Bi Sian berteriak, matanya terbelalak memandang ayahnya, alisnya berkerut. Sejenak anak ini memandang ayahnya dengan muka merah dan mata merah, akan tetapi ia lalu lari masuk ke dalam kamarnya. Melihat ini, Sie Liong yang sejak tadi menundukkan mukanya, lalu mengundurkan diri ke dapur membawa barang-barang belanjaan untuk menyerahkan kepada pelayan di dapur.
"Aih, Sian-ji masih kanak-kanak, baru juga sebelas tahun usianya. Bagaimana kau bicara tentang perjodohan dengan ia yang belum mengerti apa-apa itu?"
Sie Lan Hong menegur suaminya. Suaminya hanya tersenyum.
"Kalau tidak ada peristiwa perkelahian itu, tentu aku belum akan menceritakan kepadanya.
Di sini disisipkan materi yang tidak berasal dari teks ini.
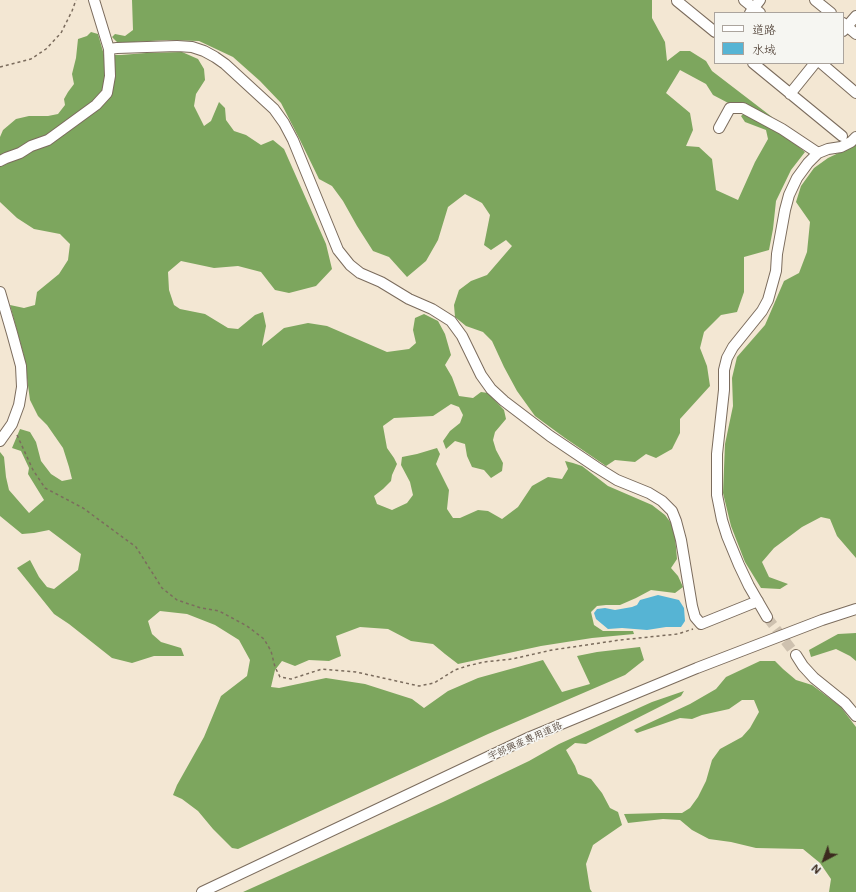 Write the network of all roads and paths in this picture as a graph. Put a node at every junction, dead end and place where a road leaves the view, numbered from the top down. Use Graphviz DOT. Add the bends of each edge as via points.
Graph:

Apa lagi, ikatan jodoh itu baru merupakan omong-omong antara kawan saja, belum resmi mereka meminang. Karena itu, engkaupun belum kuberitahu. Bagaimana juga, Lu-ciangkun adalah sahabatku. Peristiwa perkelahian antara ke dua orang anak yang kami ingin jodohkan itu sungguh membuat hatiku tidak enak. Apa lagi kalau sampai puteranya terluka oleh tangan Bi Sian yang galak. Biarlah aku pergi ke sana untuk minta maaf."
Yauw Sun Kok lalu pergi dari rumahnya, mengunjungi rumah Komandan Lu. Sie Lan Hong lalu memasuki kamar puterinya, disambut oleh anaknya yang matanya merah karena menangis. Melihat ibunya, Bi Sian lalu bertanya dengan wajah bersungut-sungut.
"Ibu, aku tidak sudi dijodohkan dengan tikus jerawatan itu!"
"Eh? Tikus Jerawatan yang mana?"
Ibunya bertanya heran karena memang tidak mengerti.
"Itu, anak bengal putera Lu-ciangkun! Benarkah aku akan dijodohkin dengan dia, ibu? Kalau benar, aku akan minggat saja!"
"Hushhh, itu hanya kelakar ayahmu dan sahabatnya saja. Belum ada pinangan resmi dan kalau ada pinangan, tentu ayahmu akan mengajak aku berunding, dan engkaupun akan kuberitahu. Sudahlah, jangan marah. Karena perkelahian itu, ayahmu merasa tidak enak terhadap Lu-ciangkun yang menjadi sahabat baiknya dan sekarang dia pergi ke sana untuk minta maaf."
"Ayah pergi ke rumahnya? Celaka....!"
Akan tetapi Bi Sian segera menutup mulut dengan tangan. Terlambat. Ibunya sudah mendengar ucapan itu dan melihat sikap puterinya, Lan Hong merasa curiga.
"Sian-ji, ada apakah? Mengapa engkau terkejut dan gelisah mendengar ayahmu pergi ke rumah Lu-ciangkun? Mengapa engkau mengatakan celaka tadi?"
Bi Sian maklum bahwa kalau ayahnya pergi ke rumah tikus jerawatan itu, tentu ayahnya akan mendengar segalanya dan ibunya akhirnya juga akan tahu. Lebih baik ia lebih dulu memberitahukan ibunya dan menarik ibunya di fihaknya agar membela ia dan pamannya.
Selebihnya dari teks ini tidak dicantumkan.